About this exercise: Restate the entries below exactly. Images are not part of the copy.

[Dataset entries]
# # #

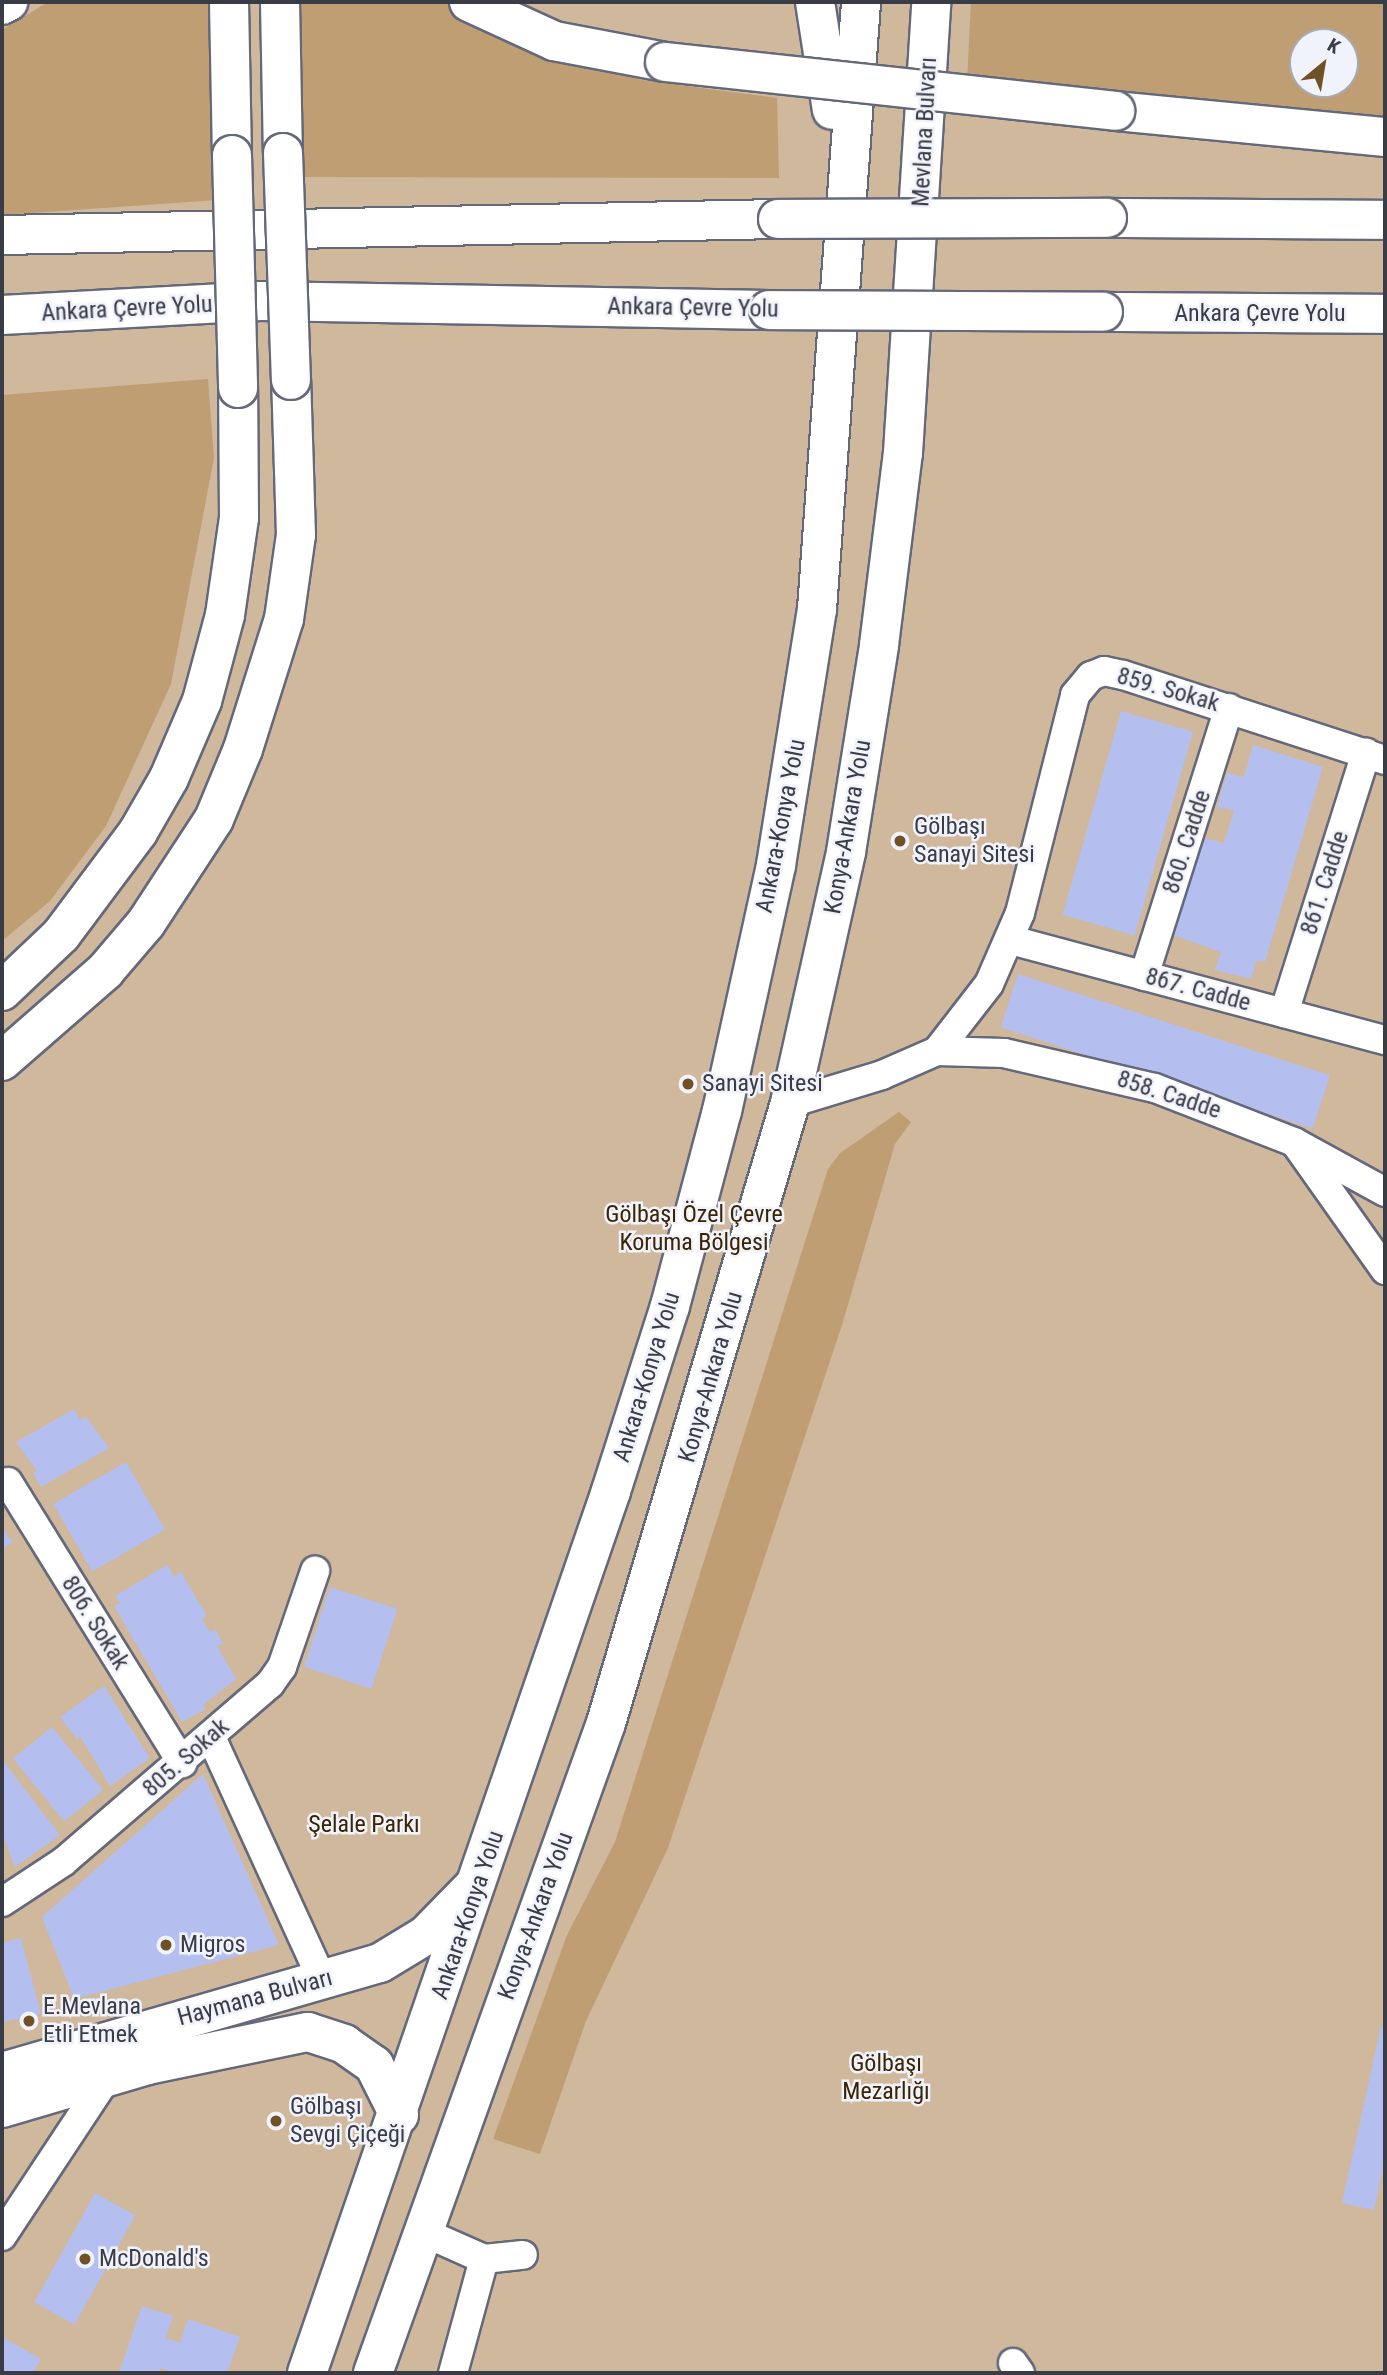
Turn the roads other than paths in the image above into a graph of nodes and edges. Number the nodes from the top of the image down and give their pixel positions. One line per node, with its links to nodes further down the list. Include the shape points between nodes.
1 (8, 2): 7 (highway)
2 (229, 2): 20 (highway, bridge, via 239,518 225,615 202,701 138,832 61,935)
3 (279, 2): 24 (highway, bridge, via 296,535 284,619 243,749 214,819 146,923 105,971)
4 (469, 2): 9 (highway, bridge, via 554,41 665,62)
5 (815, 2): 12 (highway, via 832,110)
6 (861, 2): 12 (highway)
7 (2, 5)
8 (933, 11): 13 (highway, Mevlana Bulvarı)
9 (1385, 137)
10 (1385, 220): 11 (highway, bridge, via 778,219)
11 (2, 235)
12 (841, 260): 33 (highway, Ankara-Konya Yolu, via 817,610 776,865 722,1111 670,1306)
13 (918, 262): 25 (highway, Konya-Ankara Yolu, via 879,645 846,852)
14 (1385, 314): 15 (highway, Ankara Çevre Yolu, bridge, via 261,301)
15 (2, 315)
16 (1229, 708): 17 (street, 859. Sokak); 18 (street, 859. Sokak, via 1104,671 1081,683); 19 (street, 860. Cadde)
17 (1376, 756): 21 (street, 861. Cadde)
18 (1011, 940): 19 (street, 867. Cadde); 23 (street, 859. Sokak, via 989,984)
19 (1144, 976): 21 (street, 867. Cadde)
20 (2, 991)
21 (1284, 1013): 22 (street, 867. Cadde)
22 (1385, 1040)
23 (937, 1051): 25 (street, 859. Sokak, via 882,1075); 26 (street, 858. Cadde, via 983,1051 1073,1066 1155,1088)
24 (2, 1061)
25 (790, 1103): 41 (highway, Konya-Ankara Yolu, via 606,1723)
26 (1294, 1142): 27 (street, 858. Cadde); 28 (street)
27 (1385, 1192)
28 (1385, 1270)
29 (8, 1482): 32 (street, 806. Sokak)
30 (315, 1571): 31 (street, 805. Sokak, via 282,1667)
31 (211, 1737): 32 (street, 805. Sokak); 35 (street)
32 (182, 1763): 34 (street, 805. Sokak, via 64,1862)
33 (482, 1877): 35 (highway, Haymana Bulvarı, via 440,1922 404,1951); 40 (highway, Ankara-Konya Yolu)
34 (2, 1902)
35 (322, 1980): 36 (highway, Haymana Bulvarı)
36 (114, 2036): 37 (highway, Haymana Bulvarı); 38 (street)
37 (2, 2072)
38 (111, 2074): 39 (highway, Haymana Bulvarı); 40 (highway, Haymana Bulvarı, via 247,2041 308,2032 344,2045 374,2065); 42 (street)
39 (2, 2108)
40 (399, 2115): 45 (highway, Ankara-Konya Yolu)
41 (423, 2232): 44 (street); 46 (highway, Konya-Ankara Yolu)
42 (2, 2236)
43 (523, 2255): 44 (street)
44 (484, 2259): 47 (street)
45 (307, 2373)
46 (373, 2373)
47 (453, 2373)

# # #

Reply:
Turn the roads other than paths in the image above into a graph of nodes and edges. Number the nodes from the top of the image down and give their pixel positions. One line per node, with its links to nodes further down the list. Include the shape points between nodes.
1 (8, 2): 7 (highway)
2 (229, 2): 20 (highway, bridge, via 239,518 225,615 202,701 138,832 61,935)
3 (279, 2): 24 (highway, bridge, via 296,535 284,619 243,749 214,819 146,923 105,971)
4 (469, 2): 9 (highway, bridge, via 554,41 665,62)
5 (815, 2): 12 (highway, via 832,110)
6 (861, 2): 12 (highway)
7 (2, 5)
8 (933, 11): 13 (highway, Mevlana Bulvarı)
9 (1385, 137)
10 (1385, 220): 11 (highway, bridge, via 778,219)
11 (2, 235)
12 (841, 260): 33 (highway, Ankara-Konya Yolu, via 817,610 776,865 722,1111 670,1306)
13 (918, 262): 25 (highway, Konya-Ankara Yolu, via 879,645 846,852)
14 (1385, 314): 15 (highway, Ankara Çevre Yolu, bridge, via 261,301)
15 (2, 315)
16 (1229, 708): 17 (street, 859. Sokak); 18 (street, 859. Sokak, via 1104,671 1081,683); 19 (street, 860. Cadde)
17 (1376, 756): 21 (street, 861. Cadde)
18 (1011, 940): 19 (street, 867. Cadde); 23 (street, 859. Sokak, via 989,984)
19 (1144, 976): 21 (street, 867. Cadde)
20 (2, 991)
21 (1284, 1013): 22 (street, 867. Cadde)
22 (1385, 1040)
23 (937, 1051): 25 (street, 859. Sokak, via 882,1075); 26 (street, 858. Cadde, via 983,1051 1073,1066 1155,1088)
24 (2, 1061)
25 (790, 1103): 41 (highway, Konya-Ankara Yolu, via 606,1723)
26 (1294, 1142): 27 (street, 858. Cadde); 28 (street)
27 (1385, 1192)
28 (1385, 1270)
29 (8, 1482): 32 (street, 806. Sokak)
30 (315, 1571): 31 (street, 805. Sokak, via 282,1667)
31 (211, 1737): 32 (street, 805. Sokak); 35 (street)
32 (182, 1763): 34 (street, 805. Sokak, via 64,1862)
33 (482, 1877): 35 (highway, Haymana Bulvarı, via 440,1922 404,1951); 40 (highway, Ankara-Konya Yolu)
34 (2, 1902)
35 (322, 1980): 36 (highway, Haymana Bulvarı)
36 (114, 2036): 37 (highway, Haymana Bulvarı); 38 (street)
37 (2, 2072)
38 (111, 2074): 39 (highway, Haymana Bulvarı); 40 (highway, Haymana Bulvarı, via 247,2041 308,2032 344,2045 374,2065); 42 (street)
39 (2, 2108)
40 (399, 2115): 45 (highway, Ankara-Konya Yolu)
41 (423, 2232): 44 (street); 46 (highway, Konya-Ankara Yolu)
42 (2, 2236)
43 (523, 2255): 44 (street)
44 (484, 2259): 47 (street)
45 (307, 2373)
46 (373, 2373)
47 (453, 2373)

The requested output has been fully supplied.